Earth-like planets are probably exceptionally common in our galaxy, and astronomers should look for them around the closest stars to ours, a prominent planet hunter suggests.

"The day may come, 50 or 100 years from now, when humans will send robotic spacecraft to Alpha Centauri and other nearby stars, so the nearest stars are quite important," says Geoff Marcy, an astronomer at the University of California at Berkeley whom Time magazine last year named one of the 25 most influential space scientists.

Key to the search is the Keck Observatory on Mauna Kea, says Marcy, who was on Hawaii island this month to mark Keck’s 20th anniversary.

"This is a fabulous time, obviously, in astronomy, the Keck Observatory playing the crucial role," Marcy said in a presentation at the Fairmont Orchid hotel in Wai­ko­loa. "There is an area, the search for planets around other stars — and especially answering an age-old question of how unique the earth itself is — that is being answered by the Keck Observatory."
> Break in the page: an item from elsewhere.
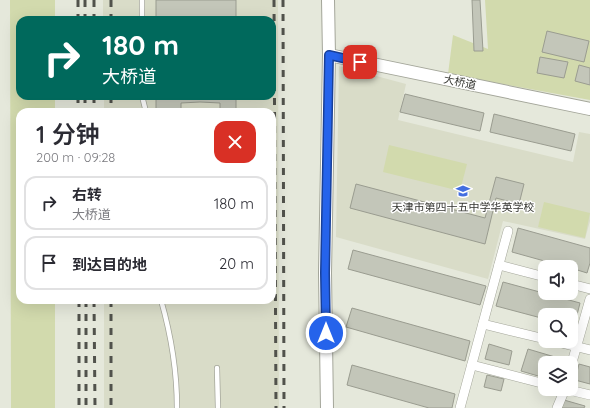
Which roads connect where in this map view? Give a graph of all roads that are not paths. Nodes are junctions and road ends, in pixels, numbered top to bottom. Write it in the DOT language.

So far the most concentrated hunt for so-called exoplanets (any planet orbiting around another star) has been focused on distant stars in a relatively small patch of sky near the constellations Cygnus and Lyra. That’s where the NASA’s Kepler space telescope, launched in March 2009, watches stars for signs of the slightest dimming in brightness.
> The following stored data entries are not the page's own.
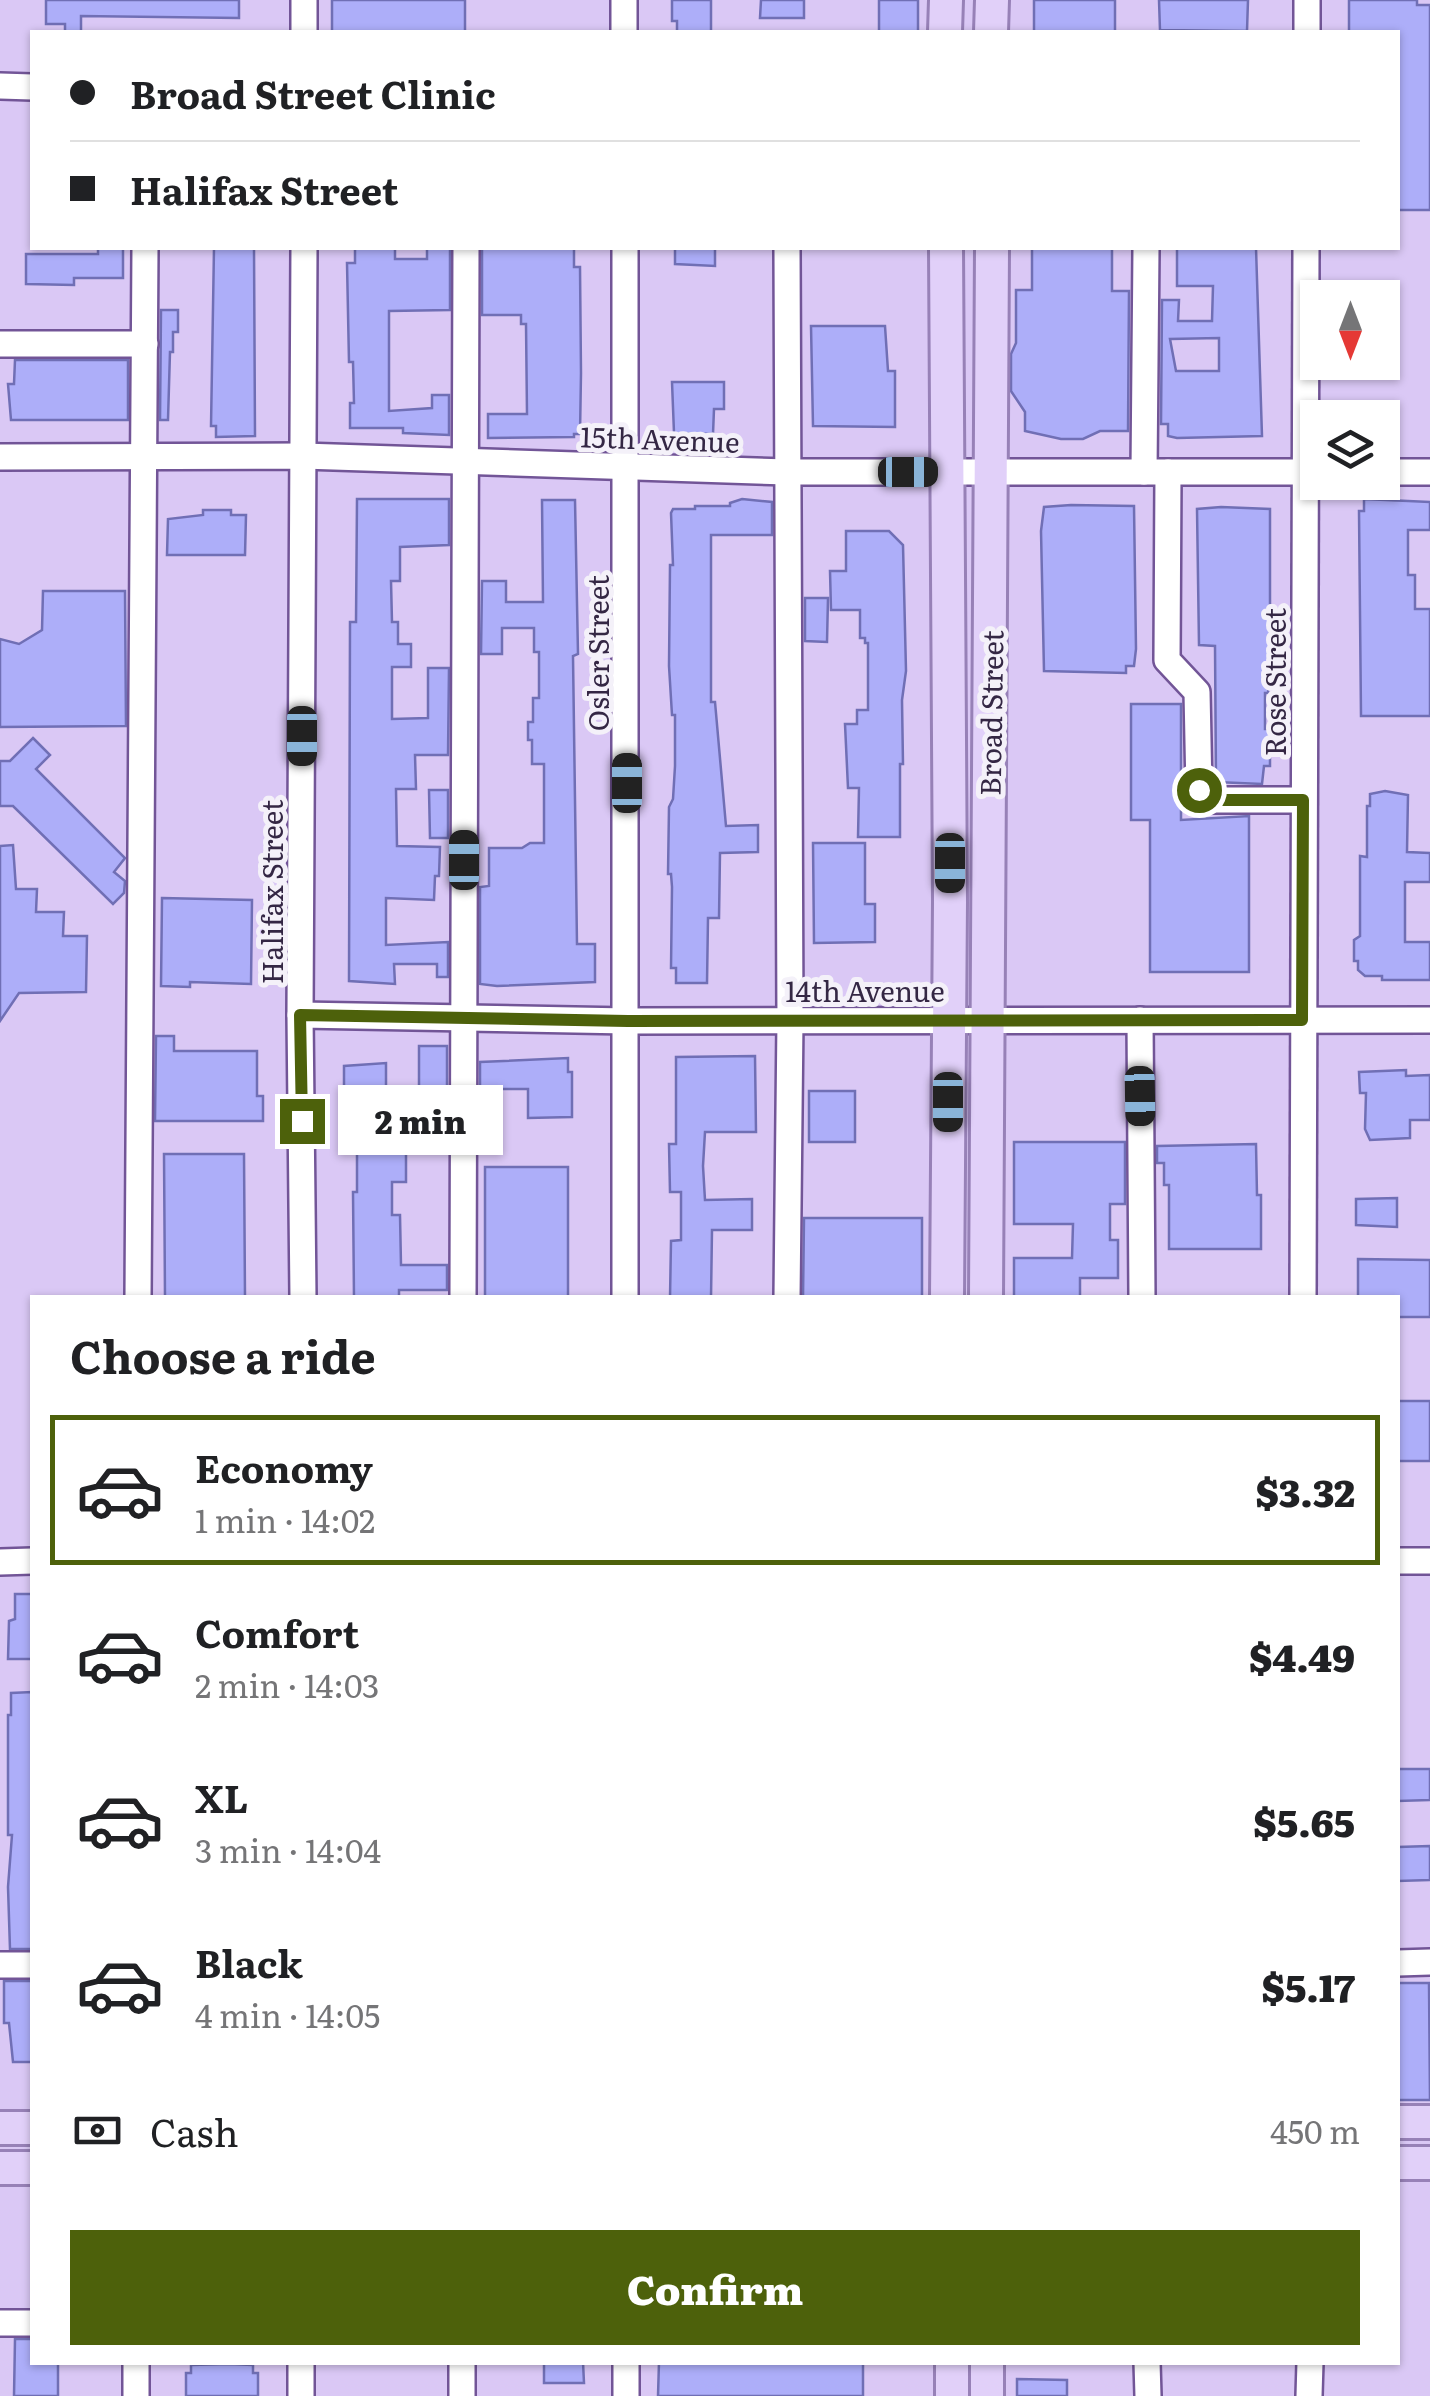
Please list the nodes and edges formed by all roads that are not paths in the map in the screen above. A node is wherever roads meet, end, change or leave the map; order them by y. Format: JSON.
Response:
{"nodes":[{"id":1,"x":304,"y":0,"type":"edge"},
{"id":2,"x":624,"y":0,"type":"edge"},
{"id":3,"x":946,"y":0,"type":"edge"},
{"id":4,"x":992,"y":0,"type":"edge"},
{"id":5,"x":1307,"y":0,"type":"edge"},
{"id":6,"x":304,"y":30,"type":"edge"},
{"id":7,"x":624,"y":30,"type":"edge"},
{"id":8,"x":946,"y":30,"type":"edge"},
{"id":9,"x":992,"y":30,"type":"edge"},
{"id":10,"x":1307,"y":30,"type":"edge"},
{"id":11,"x":0,"y":86,"type":"edge"},
{"id":12,"x":30,"y":86,"type":"edge"},
{"id":13,"x":145,"y":250,"type":"edge"},
{"id":14,"x":304,"y":250,"type":"edge"},
{"id":15,"x":466,"y":250,"type":"edge"},
{"id":16,"x":625,"y":250,"type":"edge"},
{"id":17,"x":786,"y":250,"type":"edge"},
{"id":18,"x":946,"y":250,"type":"edge"},
{"id":19,"x":992,"y":250,"type":"edge"},
{"id":20,"x":1146,"y":250,"type":"edge"},
{"id":21,"x":1306,"y":250,"type":"edge"},
{"id":22,"x":0,"y":344,"type":"edge"},
{"id":23,"x":145,"y":344,"type":"junction"},
{"id":24,"x":1309,"y":400,"type":"edge"},
{"id":25,"x":303,"y":456,"type":"junction"},
{"id":26,"x":0,"y":457,"type":"edge"},
{"id":27,"x":144,"y":457,"type":"junction"},
{"id":28,"x":465,"y":461,"type":"junction"},
{"id":29,"x":626,"y":466,"type":"junction"},
{"id":30,"x":788,"y":472,"type":"junction"},
{"id":31,"x":948,"y":472,"type":"junction"},
{"id":32,"x":992,"y":472,"type":"junction"},
{"id":33,"x":1156,"y":472,"type":"junction"},
{"id":34,"x":1300,"y":472,"type":"edge"},
{"id":35,"x":1400,"y":472,"type":"edge"},
{"id":36,"x":1430,"y":472,"type":"edge"},
{"id":37,"x":1310,"y":500,"type":"edge"},
{"id":38,"x":1303,"y":800,"type":"junction"},
{"id":39,"x":300,"y":1015,"type":"junction"},
{"id":40,"x":463,"y":1020,"type":"junction"},
{"id":41,"x":790,"y":1020,"type":"junction"},
{"id":42,"x":949,"y":1020,"type":"junction"},
{"id":43,"x":987,"y":1020,"type":"junction"},
{"id":44,"x":1140,"y":1020,"type":"junction"},
{"id":45,"x":1302,"y":1020,"type":"junction"},
{"id":46,"x":1430,"y":1020,"type":"edge"},
{"id":47,"x":628,"y":1021,"type":"junction"},
{"id":48,"x":138,"y":1295,"type":"edge"},
{"id":49,"x":303,"y":1295,"type":"edge"},
{"id":50,"x":462,"y":1295,"type":"edge"},
{"id":51,"x":625,"y":1295,"type":"edge"},
{"id":52,"x":787,"y":1295,"type":"edge"},
{"id":53,"x":947,"y":1295,"type":"edge"},
{"id":54,"x":986,"y":1295,"type":"edge"},
{"id":55,"x":1142,"y":1295,"type":"edge"},
{"id":56,"x":1303,"y":1295,"type":"edge"},
{"id":57,"x":1400,"y":1561,"type":"edge"},
{"id":58,"x":1430,"y":1561,"type":"edge"},
{"id":59,"x":0,"y":1562,"type":"edge"},
{"id":60,"x":30,"y":1562,"type":"edge"},
{"id":61,"x":1430,"y":1962,"type":"edge"},
{"id":62,"x":1400,"y":1963,"type":"edge"},
{"id":63,"x":0,"y":1965,"type":"edge"},
{"id":64,"x":30,"y":1966,"type":"edge"},
{"id":65,"x":1400,"y":2122,"type":"edge"},
{"id":66,"x":1430,"y":2122,"type":"edge"},
{"id":67,"x":0,"y":2128,"type":"edge"},
{"id":68,"x":30,"y":2128,"type":"edge"},
{"id":69,"x":1400,"y":2163,"type":"edge"},
{"id":70,"x":1430,"y":2163,"type":"edge"},
{"id":71,"x":0,"y":2168,"type":"edge"},
{"id":72,"x":30,"y":2168,"type":"edge"},
{"id":73,"x":0,"y":2323,"type":"edge"},
{"id":74,"x":30,"y":2323,"type":"edge"},
{"id":75,"x":136,"y":2365,"type":"edge"},
{"id":76,"x":301,"y":2365,"type":"edge"},
{"id":77,"x":462,"y":2365,"type":"edge"},
{"id":78,"x":626,"y":2365,"type":"edge"},
{"id":79,"x":952,"y":2365,"type":"edge"},
{"id":80,"x":987,"y":2365,"type":"edge"},
{"id":81,"x":1147,"y":2365,"type":"edge"},
{"id":82,"x":1310,"y":2365,"type":"edge"},
{"id":83,"x":136,"y":2396,"type":"edge"},
{"id":84,"x":301,"y":2396,"type":"edge"},
{"id":85,"x":462,"y":2396,"type":"edge"},
{"id":86,"x":626,"y":2396,"type":"edge"},
{"id":87,"x":952,"y":2396,"type":"edge"},
{"id":88,"x":988,"y":2396,"type":"edge"},
{"id":89,"x":1148,"y":2396,"type":"edge"},
{"id":90,"x":1309,"y":2396,"type":"edge"}],
"edges":[{"from":1,"to":6,"type":"street"},
{"from":2,"to":7,"type":"street"},
{"from":3,"to":8,"type":"main road"},
{"from":4,"to":9,"type":"main road"},
{"from":5,"to":10,"type":"street"},
{"from":11,"to":12,"type":"street"},
{"from":13,"to":23,"type":"street"},
{"from":14,"to":25,"type":"street","name":"Halifax Street"},
{"from":15,"to":28,"type":"street"},
{"from":16,"to":29,"type":"street","name":"Osler Street"},
{"from":17,"to":30,"type":"street"},
{"from":18,"to":31,"type":"main road","name":"Broad Street"},
{"from":19,"to":32,"type":"main road","name":"Broad Street"},
{"from":20,"to":33,"type":"street"},
{"from":21,"to":24,"type":"street","name":"Rose Street"},
{"from":22,"to":23,"type":"street"},
{"from":23,"to":27,"type":"street"},
{"from":25,"to":27,"type":"street","name":"15th Avenue"},
{"from":25,"to":28,"type":"street","name":"15th Avenue"},
{"from":25,"to":39,"type":"street","name":"Halifax Street"},
{"from":26,"to":27,"type":"street","name":"15th Avenue"},
{"from":27,"to":48,"type":"street"},
{"from":28,"to":29,"type":"street","name":"15th Avenue"},
{"from":28,"to":40,"type":"street"},
{"from":29,"to":30,"type":"street","name":"15th Avenue"},
{"from":29,"to":47,"type":"street","name":"Osler Street"},
{"from":30,"to":31,"type":"street","name":"15th Avenue"},
{"from":30,"to":41,"type":"street"},
{"from":31,"to":32,"type":"street","name":"15th Avenue"},
{"from":31,"to":42,"type":"main road","name":"Broad Street"},
{"from":32,"to":33,"type":"street","name":"15th Avenue"},
{"from":32,"to":43,"type":"main road","name":"Broad Street"},
{"from":33,"to":34,"type":"street","name":"15th Avenue"},
{"from":33,"to":38,"type":"street"},
{"from":35,"to":36,"type":"street"},
{"from":37,"to":38,"type":"street","name":"Rose Street"},
{"from":38,"to":45,"type":"street","name":"Rose Street"},
{"from":39,"to":40,"type":"street","name":"14th Avenue"},
{"from":39,"to":49,"type":"street","name":"Halifax Street"},
{"from":40,"to":47,"type":"street","name":"14th Avenue"},
{"from":40,"to":50,"type":"street"},
{"from":41,"to":42,"type":"street","name":"14th Avenue"},
{"from":41,"to":47,"type":"street","name":"14th Avenue"},
{"from":41,"to":52,"type":"street"},
{"from":42,"to":43,"type":"street","name":"14th Avenue"},
{"from":42,"to":53,"type":"main road","name":"Broad Street"},
{"from":43,"to":44,"type":"street","name":"14th Avenue"},
{"from":43,"to":54,"type":"main road","name":"Broad Street"},
{"from":44,"to":45,"type":"street","name":"14th Avenue"},
{"from":44,"to":55,"type":"street"},
{"from":45,"to":46,"type":"street","name":"14th Avenue"},
{"from":45,"to":56,"type":"street","name":"Rose Street"},
{"from":47,"to":51,"type":"street","name":"Osler Street"},
{"from":57,"to":58,"type":"street"},
{"from":59,"to":60,"type":"street"},
{"from":61,"to":62,"type":"street"},
{"from":63,"to":64,"type":"street"},
{"from":65,"to":66,"type":"main road"},
{"from":67,"to":68,"type":"main road"},
{"from":69,"to":70,"type":"main road"},
{"from":71,"to":72,"type":"main road"},
{"from":73,"to":74,"type":"street"},
{"from":75,"to":83,"type":"street"},
{"from":76,"to":84,"type":"street"},
{"from":77,"to":85,"type":"street"},
{"from":78,"to":86,"type":"street"},
{"from":79,"to":87,"type":"main road"},
{"from":80,"to":88,"type":"main road"},
{"from":81,"to":89,"type":"street"},
{"from":82,"to":90,"type":"street"}]}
"Kepler measures brightnesses of 150,000 stars, watching to see if any of them dim in a repeated, periodic way," says Marcy. "And of course a star would dim if a planet crosses in front of it, blocking a little of the starlight, dimming that star over and over and over again."
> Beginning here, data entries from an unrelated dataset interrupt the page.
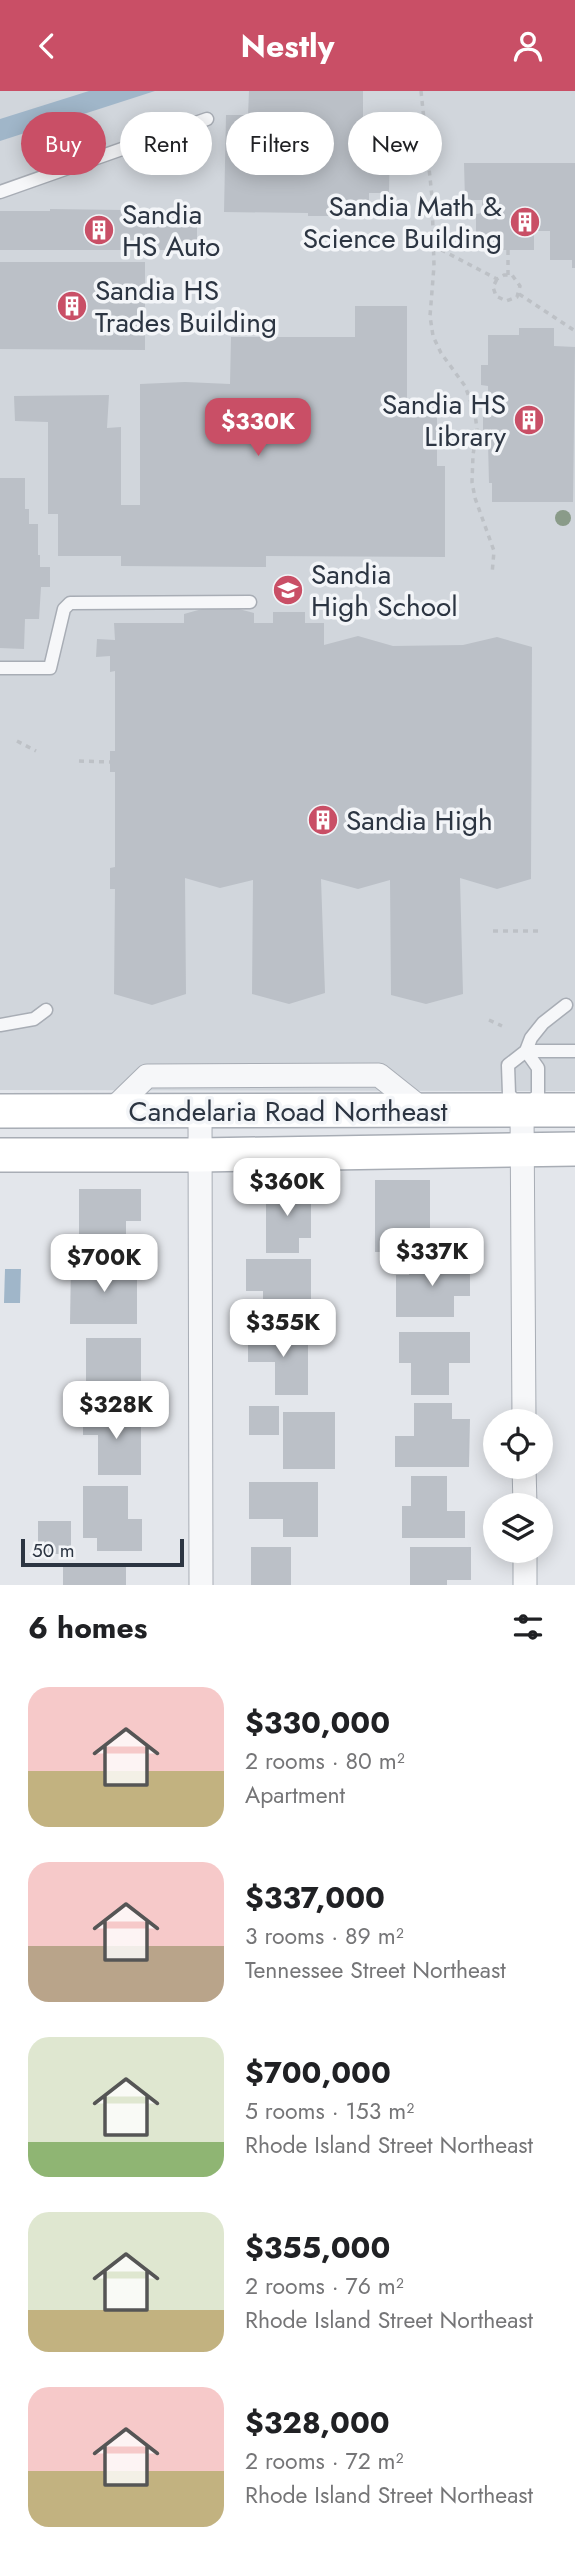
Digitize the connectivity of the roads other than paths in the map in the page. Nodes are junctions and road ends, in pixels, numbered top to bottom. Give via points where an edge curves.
1 (120, 150) edge
2 (0, 192) edge
3 (250, 602) dead end
4 (0, 668) edge
5 (566, 1005) dead end
6 (46, 1010) dead end
7 (0, 1025) edge
8 (526, 1051) junction
9 (575, 1051) edge
10 (423, 1110) junction
11 (522, 1110) junction
12 (575, 1110) edge
13 (0, 1111) edge
14 (111, 1111) junction
15 (200, 1111) junction
16 (521, 1149) junction
17 (575, 1149) edge
18 (0, 1155) edge
19 (200, 1155) junction
20 (524, 1409) edge
21 (525, 1563) edge
22 (201, 1585) edge
23 (525, 1585) edge

1 - 2 lane
3 - 4 lane via 70,603 50,667
5 - 8 lane via 543,1023
6 - 7 lane via 34,1019
8 - 9 lane
8 - 11 lane via 538,1068 538,1095
8 - 11 lane via 508,1065 509,1094
10 - 11 main road, Candelaria Road Northeast
10 - 14 street via 379,1075 147,1076
10 - 15 main road, Candelaria Road Northeast
11 - 12 main road, Candelaria Road Northeast
11 - 16 street
13 - 14 main road, Candelaria Road Northeast
14 - 15 main road, Candelaria Road Northeast
15 - 19 street
16 - 17 main road, Candelaria Road Northeast
16 - 19 main road, Candelaria Road Northeast
16 - 20 street
18 - 19 main road, Candelaria Road Northeast
19 - 22 street
21 - 23 street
The phenomenon is no different from the transit of Venus across the sun last June.

"From space you can measure the brightnesses of stars to a part in 10,000, which is exactly the ratio of the cross-sectional area of the Earth to that of a sun-sized star," said Marcy. "So you should be able to see the dimming of stars caused by relatively tiny, Earth-like planets using this space-borne telescope."

So far, more than 2,000 such "candidate planets" have been spotted by Kepler.

If the type of star is known, the amount of dimming points to the size of the planet.

"Here’s the problem," Marcy says. "We don’t know whether this planet is rocky like Earth or whether it is made of gasses like Jupiter and Saturn and Neptune, or maybe water and gasses as well as rock. So we need more information than just the size of the planet. We need the mass of the planet, which will tell us the density."

That’s when the Keck steps in.

With a sensitive spectrograph called HIRES, which breaks out sunlight into its constituent wavelengths, the Keck can spot tiny shifts that indicate the star is moving toward us under the influence of the passing planet.

Those Doppler shifts are similar to the change in sound when a train whistle or car engine is approaching or moving away.

"The idea is to watch for the wobble of the star that tells you the mass of the planet as the planet yanks gravitationally on the star," he said. "We zoom in on dark spectral lines and measure tiny Doppler shifts of no more than one one-thousandth of one pixel. That corresponds to about 1 meter per second, literally human walking speed. We can tell as the spectral lines Doppler-shift back and forth whether the star is walking toward us or away from us — at 1,000 light-years away."

Anything in the range of Earth’s density, 5.5 grams per cubic centimeter, is almost certainly a rocky planet versus a gas giant, he said.

Kepler 10b, 560 light-years away, was the first definitive rocky planet ever found around another star, with a density of 8.8, roughly that of an iron dumbell.

Its discovery was announced in January 2011. Kepler 10b is about 40 percent larger than Earth, but it’s quite inhospitable.

"It’s so close to the star that it would be blow-torched on one side, frigid, cold, dark on the other side," Marcy said.

Astronomers are still looking for an Earth-size planet in the Goldilocks zone, an orbit not too near nor far from its sun, where water could exist in liquid form.

While they represent only a 10-by-10-degree section of the sky, the Kepler observations have confirmed that exoplanets exist in abundance and that Earth-like planets are also probably common.

"Of the 200 billion stars in the Milky Way, we wonder what fraction of those stars might harbor Earth-like planets, and we still don’t know the answer," said Marcy. "The Keck Observatory should be surveying the nearest 50 to 100 stars with Doppler measurements to try to find those Earth-like planets."

A proposed highly sensitive spectrometer, called the Stable High-Resolution Echelle for Keck, or SHREK, could help answer that question, he said.

He pointed to a recent calculation made by a Harvard graduate student named Courtney Dressing: "If our Milky Way galaxy were shrunk to the size of the United States, then the nearest star that has an Earth-like planet would be across the Golden Gate Bridge."

Marcy said he is also intrigued by the fact that most planets found by Kepler are between the size of Earth and four times that of Earth — that is, the size of Neptune.

"What is going on?" he said. "What are those planets? In our own solar system, there are no planets at all between the size of the earth and that of Neptune. There is nothing in between. The dominant planet being found by the Kepler telescope is a size domain unrepresented by our own solar system. We don’t know what these are made of. We don’t know how they form. And they are literally mysteries."